ASP. NET ASPXSpy Security Settings (ultimate and general defense)

Source: Internet
Author: User

Comments: The ultimate defense (javasshell, IIS Spy, Process, Services, UserInfo, SysInfo, and RegShell) may affect the normal operation of some websites. Please test the website without any problems before using this method. Ultimate defense (javasshell, IIS Spy, Process, Services, UserInfo, SysInfo, RegShell)
It may affect the normal operation of some websites. Please test the website to use this method without any problems.
Website ASP. NET version switched to 2.0.50727
C: \ WINDOWS \ Microsoft. NET \ Framework \ v2.0.50727 \ CONFIG \ web. config
<Location allowOverride = "true"> change to <location allowOverride = "false">
<Trust level = "Full" originUrl = ""/> change to <trust level = "High" originUrl = ""/>
C: \ WINDOWS \ Microsoft. NET \ Framework \ v2.0.50727 \ CONFIG \ web_hightrust.config
Delete <SecurityClass Name = "RegistryPermission" Description = "System. Security. Permissions. RegistryPermission, mscorlib, Version = 2.0.0.0, Culture = neutral, PublicKeyToken = b77a5c561934e089"/>
----------------------------------------------------------------------------
----------------------------------------------------------------------------
General Defense (Process and RegShell cannot be disabled in the following methods. We have learned that the off-star virtual host management system is not disabled)
1. Disable cross-site and Services (4 is also feasible)
Create a system user for each website, such as web_xxx, and only belong to the Guests and IIS_WPG groups.
Create a website folder xxx and add the web_xxx permission.
Create an application pool xxx, properties-ID-configuration, and enter the web_xxx account password.
Create a website xxx, properties-home directory-application pool, and select xxx.

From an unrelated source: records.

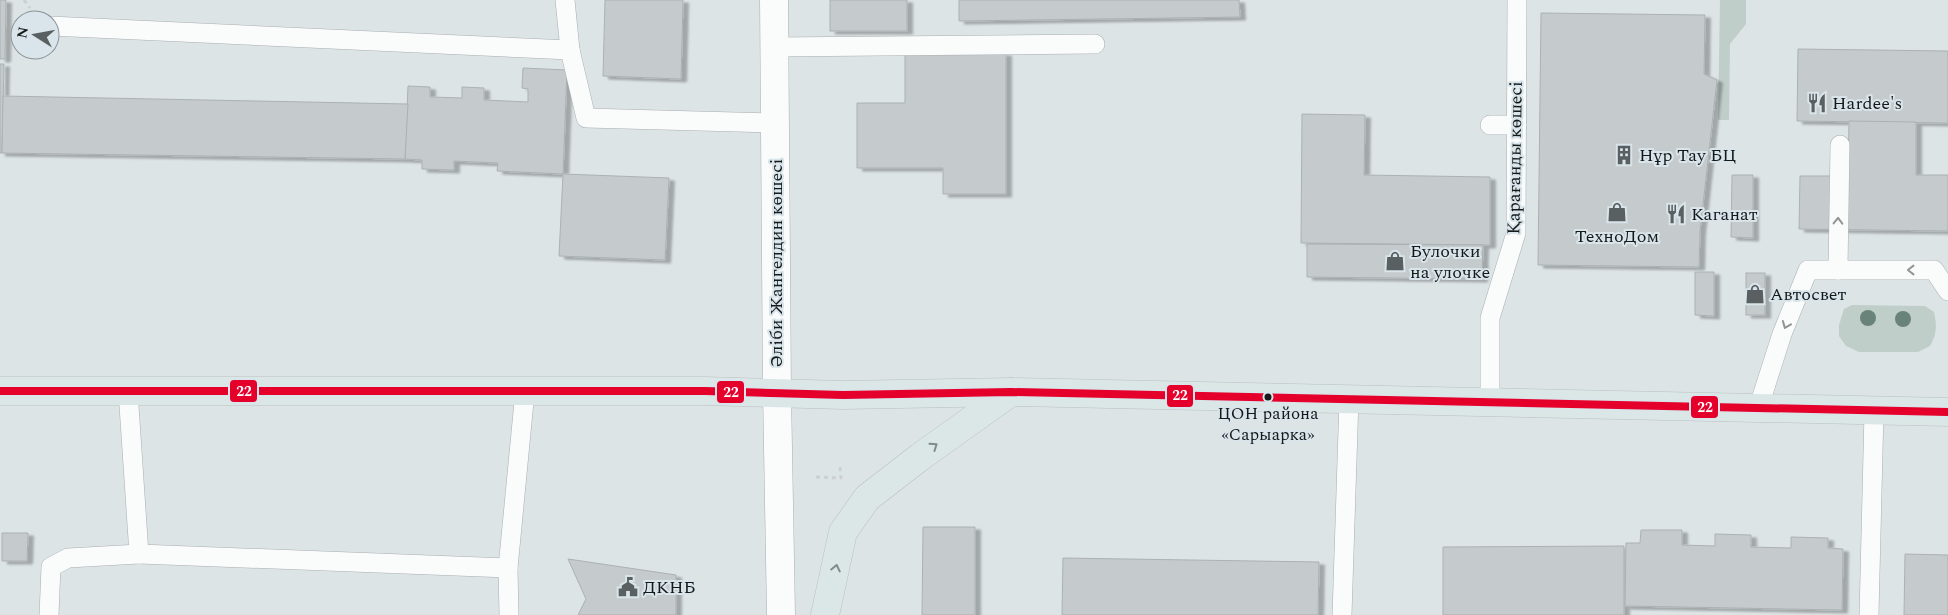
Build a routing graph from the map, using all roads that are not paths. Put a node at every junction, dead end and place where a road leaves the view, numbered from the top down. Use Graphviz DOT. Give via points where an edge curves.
graph roads {
  1 [pos="565,0"];
  2 [pos="774,0"];
  3 [pos="1517,0"];
  4 [pos="60,26"];
  5 [pos="1096,44"];
  6 [pos="775,47"];
  7 [pos="570,50"];
  8 [pos="775,123"];
  9 [pos="1517,124"];
  10 [pos="1490,125"];
  11 [pos="1840,145"];
  12 [pos="1838,270"];
  13 [pos="1948,291"];
  14 [pos="0,391"];
  15 [pos="525,391"];
  16 [pos="128,392"];
  17 [pos="776,392"];
  18 [pos="1011,392"];
  19 [pos="1349,399"];
  20 [pos="1490,403"];
  21 [pos="1758,409"];
  22 [pos="1874,412"];
  23 [pos="1948,412"];
  24 [pos="139,554"];
  25 [pos="508,568"];
  26 [pos="49,615"];
  27 [pos="509,615"];
  28 [pos="781,615"];
  29 [pos="825,615"];
  30 [pos="1342,615"];
  31 [pos="1869,615"];
  1 -- 7 [label="lane"];
  2 -- 6 [label="street, Әліби Жангелдин көшесі"];
  3 -- 9 [label="lane, Қарағанды көшесі"];
  4 -- 7 [label="lane"];
  5 -- 6 [label="lane"];
  6 -- 8 [label="street, Әліби Жангелдин көшесі"];
  7 -- 8 [label="lane" via="586,118"];
  8 -- 17 [label="street, Әліби Жангелдин көшесі"];
  9 -- 10 [label="lane"];
  9 -- 20 [label="lane, Қарағанды көшесі" via="1516,233 1490,318"];
  12 -- 11 [label="lane, one-way"];
  13 -- 12 [label="lane, one-way" via="1934,270"];
  12 -- 21 [label="lane, one-way" via="1808,270 1782,334"];
  14 -- 16 [label="main road"];
  15 -- 16 [label="main road"];
  15 -- 17 [label="main road"];
  15 -- 25 [label="lane"];
  16 -- 24 [label="lane"];
  17 -- 18 [label="main road" via="843,395"];
  17 -- 28 [label="street, Әліби Жангелдин көшесі"];
  18 -- 19 [label="main road"];
  29 -- 18 [label="main road, one-way" via="843,532 867,498"];
  19 -- 20 [label="main road"];
  19 -- 30 [label="lane"];
  20 -- 21 [label="main road"];
  21 -- 22 [label="main road"];
  22 -- 23 [label="main road"];
  22 -- 31 [label="lane"];
  24 -- 25 [label="lane"];
  24 -- 26 [label="lane" via="68,558 51,566"];
  25 -- 27 [label="lane"];
}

Property-home directory-Directory Security-edit, enter the web_xxx account password.
2. Disable shell.
Principle: The Folder does not grant the write permission to the running permission, or the running permission to the write permission.
The permission must be applied to all subdirectories.

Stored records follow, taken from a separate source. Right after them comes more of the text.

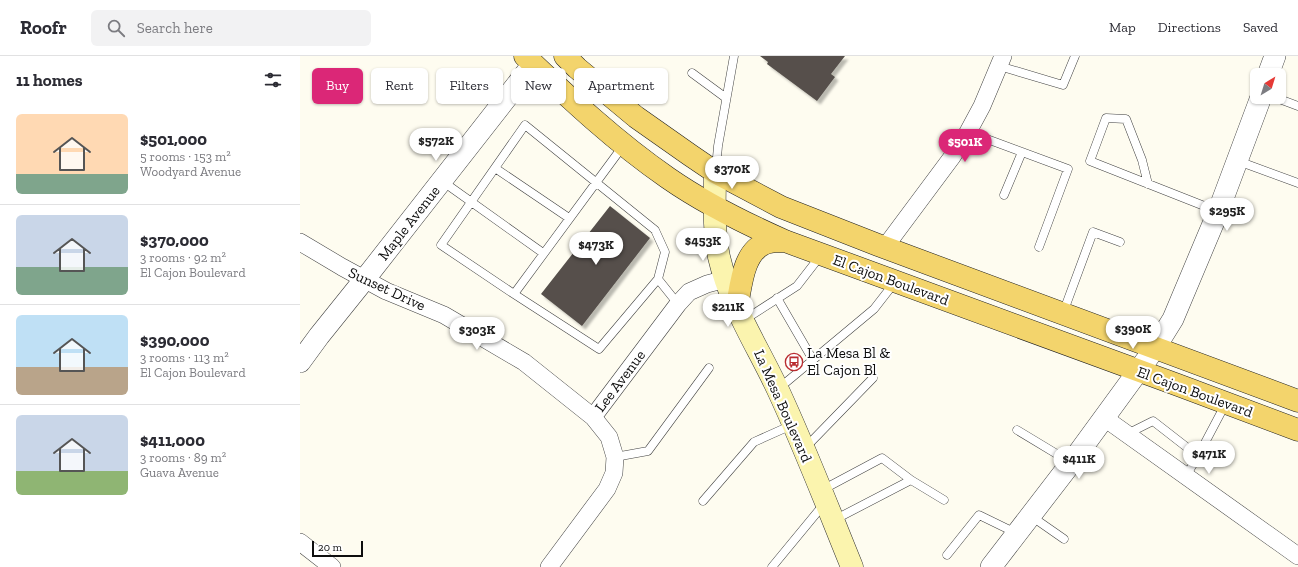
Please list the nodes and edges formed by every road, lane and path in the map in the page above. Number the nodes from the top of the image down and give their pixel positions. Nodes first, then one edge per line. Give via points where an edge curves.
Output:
1 (565, 56) edge
2 (734, 56) edge
3 (1075, 56) edge
4 (1275, 56) edge
5 (529, 60) edge
6 (1001, 61) edge
7 (1271, 68) edge
8 (692, 73) dead end
9 (726, 98) junction
10 (1286, 102) edge
11 (1258, 104) edge
12 (1298, 106) edge
13 (968, 132) junction
14 (624, 145) junction
15 (1022, 152) junction
16 (1238, 161) junction
17 (495, 168) junction
18 (715, 172) junction
19 (442, 181) junction
20 (595, 183) junction
21 (1148, 184) junction
22 (1298, 184) edge
23 (1004, 195) dead end
24 (471, 202) junction
25 (715, 207) junction
26 (1218, 212) junction
27 (569, 218) junction
28 (785, 241) junction
29 (300, 242) edge
30 (1120, 242) dead end
31 (885, 247) junction
32 (1039, 247) dead end
33 (543, 253) junction
34 (822, 255) junction
35 (658, 279) junction
36 (726, 279) junction
37 (364, 280) junction
38 (896, 281) junction
39 (514, 294) junction
40 (777, 298) junction
41 (678, 304) junction
42 (740, 313) junction
43 (1063, 314) junction
44 (1155, 348) junction
45 (813, 360) junction
46 (300, 362) edge
47 (709, 368) dead end
48 (1138, 371) junction
49 (873, 378) dead end
50 (778, 389) junction
51 (1298, 401) edge
52 (1226, 403) junction
53 (593, 417) junction
54 (1103, 417) junction
55 (793, 424) junction
56 (1017, 430) dead end
57 (1298, 430) edge
58 (1127, 434) junction
59 (803, 450) junction
60 (615, 456) junction
61 (1198, 456) junction
62 (1071, 463) junction
63 (1186, 476) junction
64 (911, 480) junction
65 (944, 500) dead end
66 (703, 501) dead end
67 (827, 504) junction
68 (1031, 515) junction
69 (1017, 533) junction
70 (1064, 539) dead end
71 (300, 542) edge
72 (947, 555) dead end
73 (1298, 556) edge
74 (332, 567) edge
75 (549, 567) edge
76 (772, 567) edge
77 (852, 567) edge
78 (990, 567) edge

1 - 18 main road, El Cajon Boulevard via 636,118
2 - 9 lane
3 - 6 lane via 1063,85
4 - 7 street
5 - 14 main road, El Cajon Boulevard via 585,113
5 - 19 street, Maple Avenue
6 - 13 street
8 - 9 lane
9 - 18 lane
10 - 12 lane
11 - 16 street
13 - 15 lane
13 - 31 street
14 - 20 lane
14 - 25 main road, El Cajon Boulevard via 667,177
15 - 23 lane
15 - 32 lane via 1068,169
16 - 22 lane
16 - 26 street
17 - 20 lane via 525,125
17 - 24 lane
17 - 27 lane
18 - 25 main road, La Mesa Boulevard
18 - 31 main road, El Cajon Boulevard via 781,207
19 - 24 lane
19 - 37 street, Maple Avenue
20 - 27 lane
20 - 35 lane via 655,230 665,252
21 - 21 lane via 1090,161 1106,118 1126,119 1142,160
21 - 26 lane
24 - 33 lane
24 - 39 lane via 441,245
25 - 28 main road, El Cajon Boulevard
25 - 36 main road, La Mesa Boulevard via 719,258
26 - 44 street via 1173,319
27 - 33 lane
28 - 34 main road, El Cajon Boulevard
28 - 42 main road via 765,243 752,254 744,272
29 - 37 street, Sunset Drive
30 - 43 lane via 1093,232
31 - 43 main road, El Cajon Boulevard
33 - 39 lane
34 - 38 main road, El Cajon Boulevard
34 - 40 lane via 797,286
35 - 39 lane via 600,349
35 - 41 lane
36 - 41 street, Lee Avenue via 689,292
36 - 42 main road, La Mesa Boulevard
37 - 46 street, Maple Avenue
37 - 53 street, Sunset Drive via 444,315 524,362
38 - 45 lane via 874,309
38 - 48 main road, El Cajon Boulevard
40 - 42 lane
40 - 45 lane
41 - 53 street, Lee Avenue
42 - 50 main road, La Mesa Boulevard
43 - 44 main road, El Cajon Boulevard
44 - 48 street
44 - 51 main road, El Cajon Boulevard
45 - 50 lane
47 - 60 lane via 648,451
48 - 52 main road, El Cajon Boulevard
48 - 54 street
49 - 59 lane
50 - 55 main road, La Mesa Boulevard
52 - 57 main road, El Cajon Boulevard
52 - 61 lane
53 - 60 street, Lee Avenue via 609,437
54 - 58 street
54 - 62 street
55 - 59 main road, La Mesa Boulevard
55 - 66 lane via 754,442
56 - 62 lane
58 - 61 lane via 1153,421
58 - 63 street
59 - 67 main road, La Mesa Boulevard
60 - 75 street, Lee Avenue via 614,473 607,489
61 - 63 lane
62 - 68 street
63 - 73 street
64 - 65 lane
64 - 67 lane
64 - 67 lane via 882,458
67 - 76 lane
67 - 77 main road, La Mesa Boulevard
68 - 69 street
68 - 70 lane
69 - 72 lane via 979,516
69 - 78 street
71 - 74 street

Website folder configuration permission is generally the default system disk folder, web_xxx does not have the write permission, so you only need to modify some folders. In addition, you need to check and modify the folder created by yourself or the folder generated by software installation according to the "principle. Some executable folders C: \ InetpubC: \ RECYCLERC: \ wmpubC: \ phpC: \ Documents and Settings \ All Users \ Application Data \ C are as follows: \ Documents and Settings \ All Users \ Documents \ C: \ WINDOWS \ Temp \ C: \ WINDOWS \ IIS Temporary Compressed FilesC: \ WINDOWS \ system32 \ MicrosoftPassportC: \ WINDOWS \ Microsoft. NET \ Framework \ v1.1.4322 \ Temporary ASP. NET FilesC: \ WINDOWS \ Microsoft. NET \ Framework \ v2.0.50727 \ Temporary ASP. NET FilesC: \ WINDOWS \ system32 \ ine Tsrv \ ASP Compiled TemplatesC: \ Program Files \ Zend \ ZendOptimizer-3.3.0 at least cancel the operation permissions of the non-Administrators Group, as to let the write, free play. In addition, scan ScanRegFindWrite. aspx to check whether there are other writeable folders. If so, check whether these writeable folders have the execution permission. If so, remove the execution permission. 3. Disable IIS Spy
C: \ WINDOWS \ system32 \ activeds. tlb
Only "full control" is given to the Administrators group and SYSTEM group, and other user groups are deleted. Restart IIS to take effect.
4. Disable Services (1 is also feasible), UserInfo, and SysInfo.
C: \ WINDOWS \ system32 \ wbem \ wmiprvse.exe
Only "full control" is given to the Administrators group and SYSTEM group, and other user groups are deleted. Restart IIS to take effect.

Contact Us

The content source of this page is from Internet, which doesn't represent Alibaba Cloud's opinion; products and services mentioned on that page don't have any relationship with Alibaba Cloud. If the content of the page makes you feel confusing, please write us an email, we will handle the problem within 5 days after receiving your email.

If you find any instances of plagiarism from the community, please send an email to: info-contact@alibabacloud.com and provide relevant evidence. A staff member will contact you within 5 working days.

A Free Trial That Lets You Build Big!

Start building with 50+ products and up to 12 months usage for Elastic Compute Service

  • Sales Support

    1 on 1 presale consultation

  • After-Sales Support

    24/7 Technical Support 6 Free Tickets per Quarter Faster Response

  • Alibaba Cloud offers highly flexible support services tailored to meet your exact needs.